Znaleźli w lesie niewybuch, a to, co zrobili potem, doprowadziło do tragedii. Nie żyje 26-latek

redakcja naTemat
11 listopada 2023, 08:47 • 1 minuta czytania
26-letni mężczyzna zginął w eksplozji niewybuchu z czasów, do której doszło w lesie pod Sochaczewem. Jego rówieśnik trafił w ciężkim stanie do szpitala. Ustalenia mediów wskazują na to, że niewybuch eksplodował po tym, jak został wrzucony do ogniska.
Tragedia w lesie pod Sochaczewem. Eksplodował niewybuch z II wojny światowej Fot. KP PSP w Sochaczewie

Eksplozja w lesie pod Sochaczewem

W piątek przed godz. 22 w lesie pomiędzy Plecewicami a Konarami w gminie Brochów (woj. mazowieckie) doszło do silnej eksplozji. Jak podała policja z Sochaczewa, najprawdopodobniej eksplodował niewybuch z czasów II wojny światowej.


– Doszło do wybuchu na terenie leśnym, gdzie rozpalone zostało ognisko – powiedział Polskiej Agencji Prasowej st. kpt. Rafał Krupa z Komendy Powiatowej Państwowej Straży Pożarnej w Sochaczewie.

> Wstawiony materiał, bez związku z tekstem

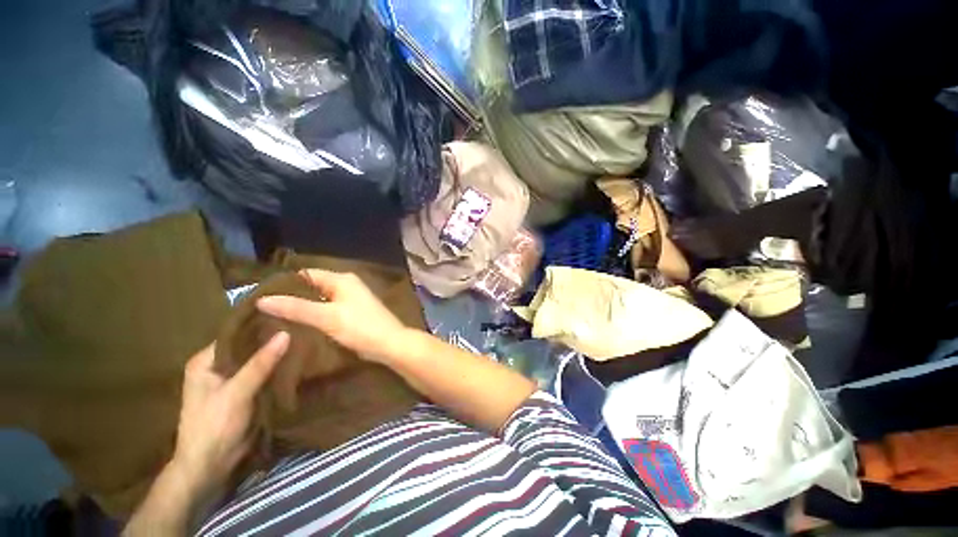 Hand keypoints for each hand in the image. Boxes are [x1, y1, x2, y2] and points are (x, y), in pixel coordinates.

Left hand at [170, 333, 289, 495]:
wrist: (210, 465)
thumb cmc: (214, 426)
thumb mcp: (237, 392)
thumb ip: (260, 363)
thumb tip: (286, 333)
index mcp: (206, 361)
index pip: (236, 334)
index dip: (260, 325)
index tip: (289, 315)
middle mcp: (218, 366)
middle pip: (249, 346)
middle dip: (272, 339)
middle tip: (302, 326)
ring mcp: (232, 380)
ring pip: (259, 360)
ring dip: (277, 354)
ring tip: (304, 338)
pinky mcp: (245, 392)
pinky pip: (264, 373)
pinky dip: (278, 368)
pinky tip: (297, 359)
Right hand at [256, 269, 406, 362]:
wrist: (389, 343)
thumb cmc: (361, 327)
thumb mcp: (327, 317)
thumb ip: (296, 308)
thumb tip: (262, 299)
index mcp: (342, 279)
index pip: (306, 274)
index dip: (284, 283)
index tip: (258, 295)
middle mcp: (346, 285)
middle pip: (312, 286)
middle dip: (291, 296)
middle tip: (263, 309)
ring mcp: (350, 299)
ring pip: (319, 299)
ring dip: (301, 306)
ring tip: (273, 317)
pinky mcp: (351, 312)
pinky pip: (327, 309)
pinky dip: (313, 314)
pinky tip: (297, 324) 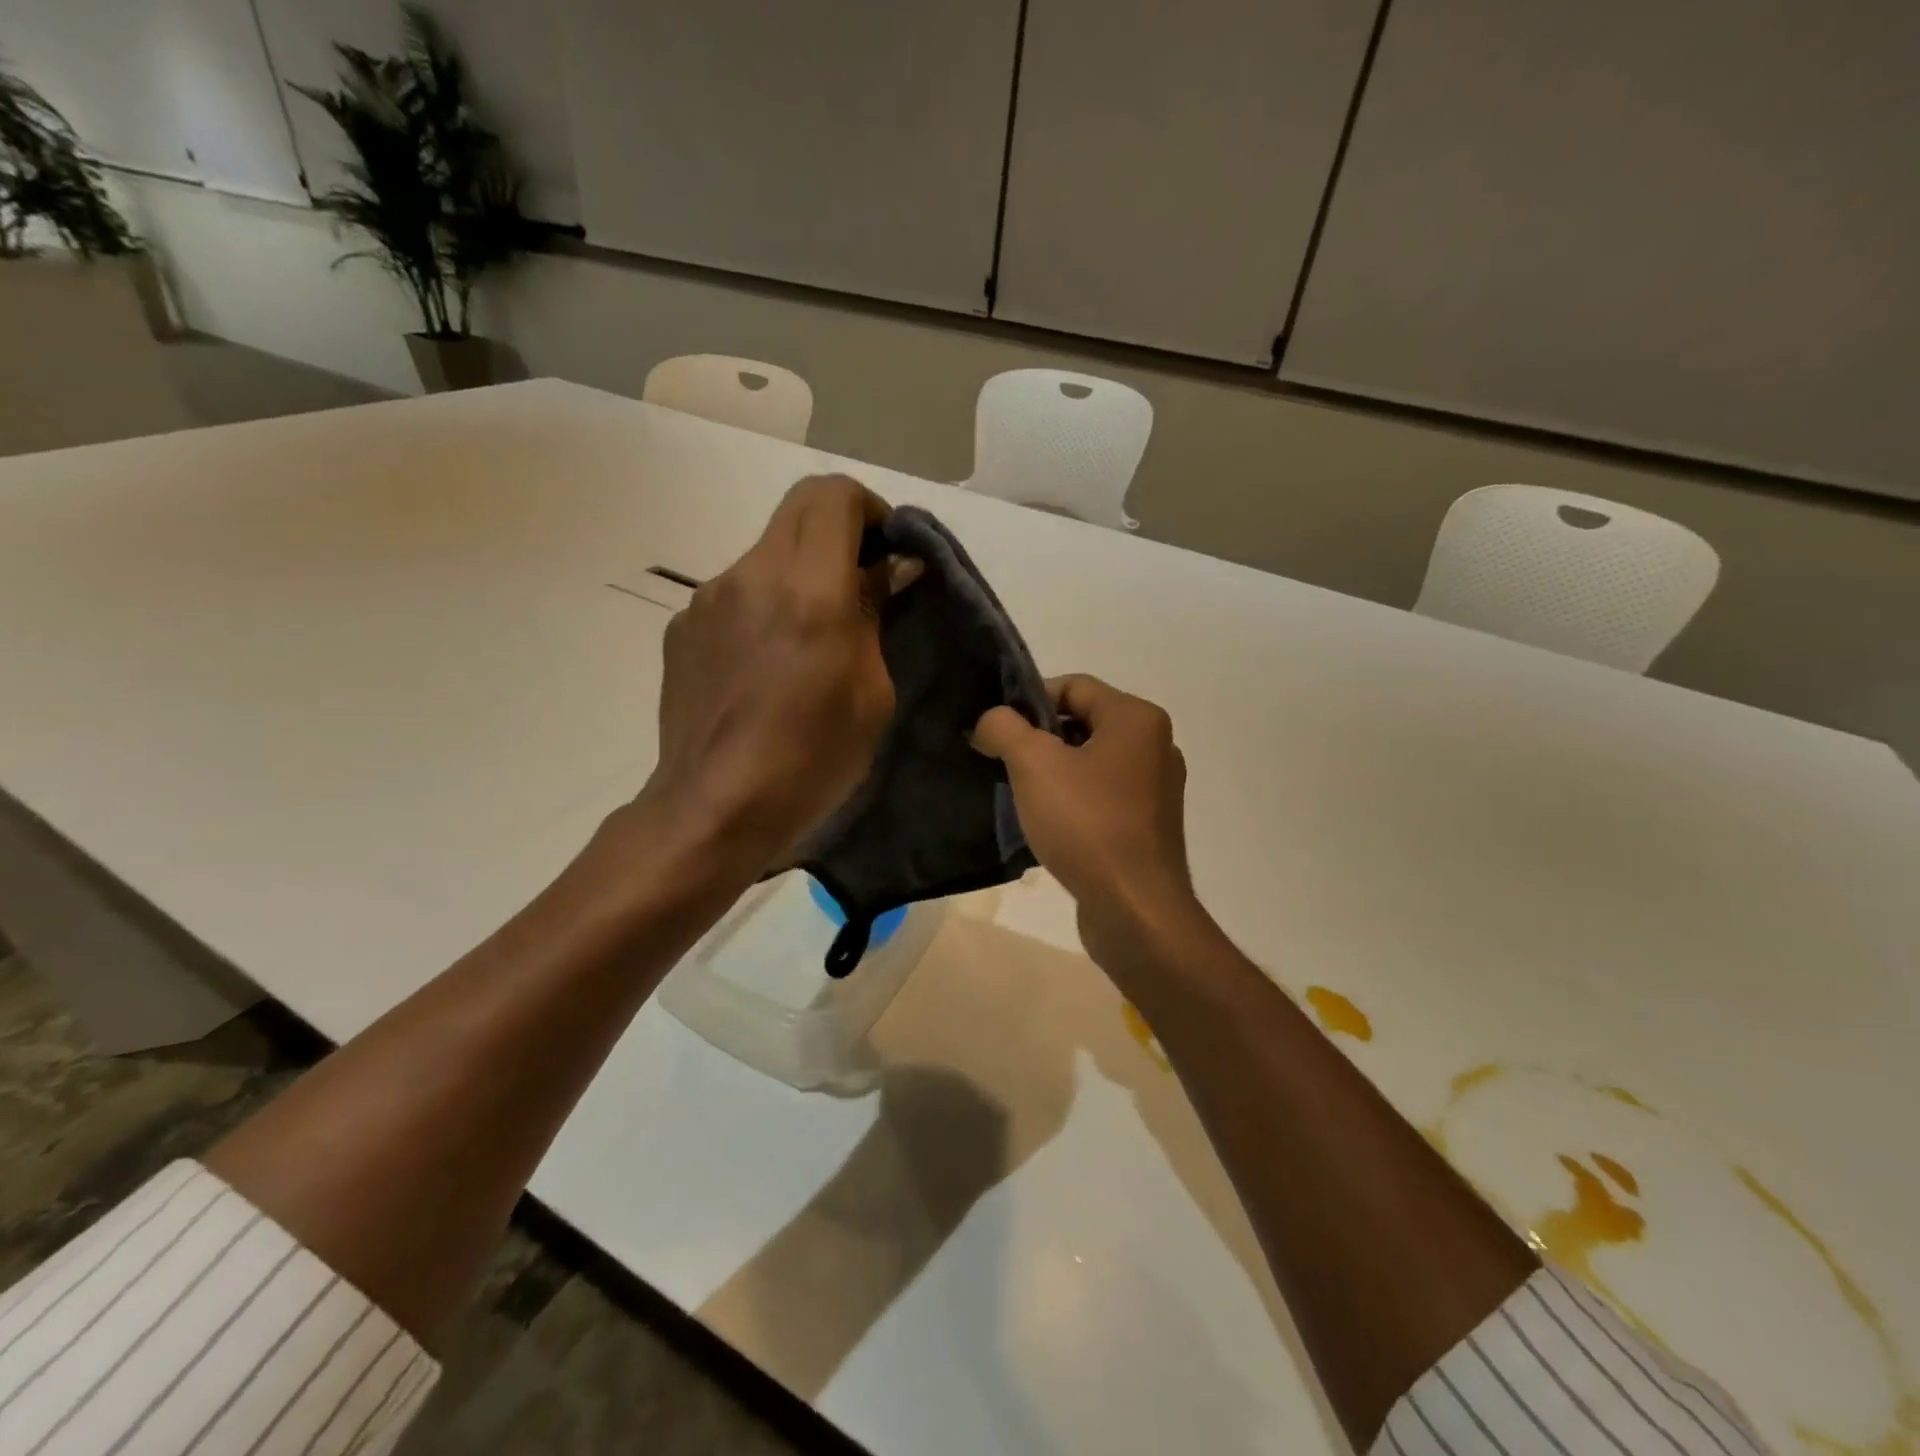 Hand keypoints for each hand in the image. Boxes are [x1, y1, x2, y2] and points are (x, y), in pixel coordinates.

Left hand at [644, 475, 914, 872]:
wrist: (715, 808)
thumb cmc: (812, 758)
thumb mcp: (872, 693)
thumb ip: (877, 616)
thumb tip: (891, 569)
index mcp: (808, 589)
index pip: (834, 495)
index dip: (869, 510)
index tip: (886, 553)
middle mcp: (750, 575)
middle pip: (798, 510)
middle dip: (838, 533)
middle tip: (860, 585)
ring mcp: (706, 599)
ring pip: (765, 554)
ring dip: (798, 576)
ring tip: (809, 640)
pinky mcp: (682, 628)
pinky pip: (734, 595)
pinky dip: (762, 608)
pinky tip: (766, 667)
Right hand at [973, 675, 1202, 968]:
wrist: (1135, 909)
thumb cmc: (1087, 825)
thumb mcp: (1033, 765)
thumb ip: (1004, 728)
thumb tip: (990, 720)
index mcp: (1137, 719)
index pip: (1074, 686)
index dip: (1028, 700)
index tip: (997, 730)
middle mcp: (1155, 745)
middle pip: (1083, 722)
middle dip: (1038, 739)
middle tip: (1003, 762)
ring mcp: (1156, 788)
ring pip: (1091, 762)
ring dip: (1053, 772)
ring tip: (1020, 795)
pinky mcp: (1150, 825)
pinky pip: (1103, 796)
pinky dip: (1073, 800)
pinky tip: (1047, 824)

Na miejscu zginął 26-letni mężczyzna. Jego rówieśnik został ciężko ranny w eksplozji i po udzieleniu wstępnej pomocy został przetransportowany helikopterem Lotniczego Pogotowia Ratunkowego do szpitala przy ul. Szaserów w Warszawie.

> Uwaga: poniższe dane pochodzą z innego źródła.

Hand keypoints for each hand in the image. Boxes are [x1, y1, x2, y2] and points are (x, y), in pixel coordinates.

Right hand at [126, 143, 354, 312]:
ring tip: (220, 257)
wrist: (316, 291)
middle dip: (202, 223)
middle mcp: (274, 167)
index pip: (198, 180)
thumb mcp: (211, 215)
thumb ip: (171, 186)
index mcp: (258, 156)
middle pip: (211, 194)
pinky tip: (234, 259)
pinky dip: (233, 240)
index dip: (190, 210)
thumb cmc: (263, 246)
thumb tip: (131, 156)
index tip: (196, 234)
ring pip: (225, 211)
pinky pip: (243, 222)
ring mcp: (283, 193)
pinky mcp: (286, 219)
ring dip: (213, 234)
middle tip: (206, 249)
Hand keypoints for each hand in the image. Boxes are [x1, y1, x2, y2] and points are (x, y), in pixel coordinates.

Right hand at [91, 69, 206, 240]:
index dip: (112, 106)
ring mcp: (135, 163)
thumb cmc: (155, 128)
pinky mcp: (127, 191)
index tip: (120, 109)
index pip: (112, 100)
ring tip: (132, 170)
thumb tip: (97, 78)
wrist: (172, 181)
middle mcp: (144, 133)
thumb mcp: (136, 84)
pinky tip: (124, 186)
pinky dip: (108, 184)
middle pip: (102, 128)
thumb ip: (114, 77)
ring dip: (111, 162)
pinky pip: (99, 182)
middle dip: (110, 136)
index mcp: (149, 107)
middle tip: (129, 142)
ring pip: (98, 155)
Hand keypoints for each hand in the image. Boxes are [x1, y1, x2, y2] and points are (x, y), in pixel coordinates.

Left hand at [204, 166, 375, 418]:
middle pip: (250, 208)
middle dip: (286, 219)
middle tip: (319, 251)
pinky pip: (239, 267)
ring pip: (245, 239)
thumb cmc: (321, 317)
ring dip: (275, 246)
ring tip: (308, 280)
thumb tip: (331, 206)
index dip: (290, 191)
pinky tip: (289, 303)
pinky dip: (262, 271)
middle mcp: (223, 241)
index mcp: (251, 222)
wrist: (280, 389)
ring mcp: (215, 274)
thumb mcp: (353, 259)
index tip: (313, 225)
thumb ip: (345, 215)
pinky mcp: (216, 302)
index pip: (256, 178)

Jak poinformowała w mediach społecznościowych KP PSP w Sochaczewie, na miejscu pracowało łącznie 18 strażaków. Przybyła tam również policja, która ustalała okoliczności tragedii.

Nieoficjalnie: niewybuch wrzucono do ogniska

Jak informuje TVN24, odgłos eksplozji słyszany był w odległości 15 kilometrów od miejsca zdarzenia. Mieszkańcy donosili o tym, nawet w oddalonych o kilka kilometrów domach po wybuchu zatrzęsły się szyby w oknach.

Ślady na miejscu zdarzenia mają wskazywać na to, że niewybuch został wrzucony do ogniska – ustalił nieoficjalnie reporter stacji.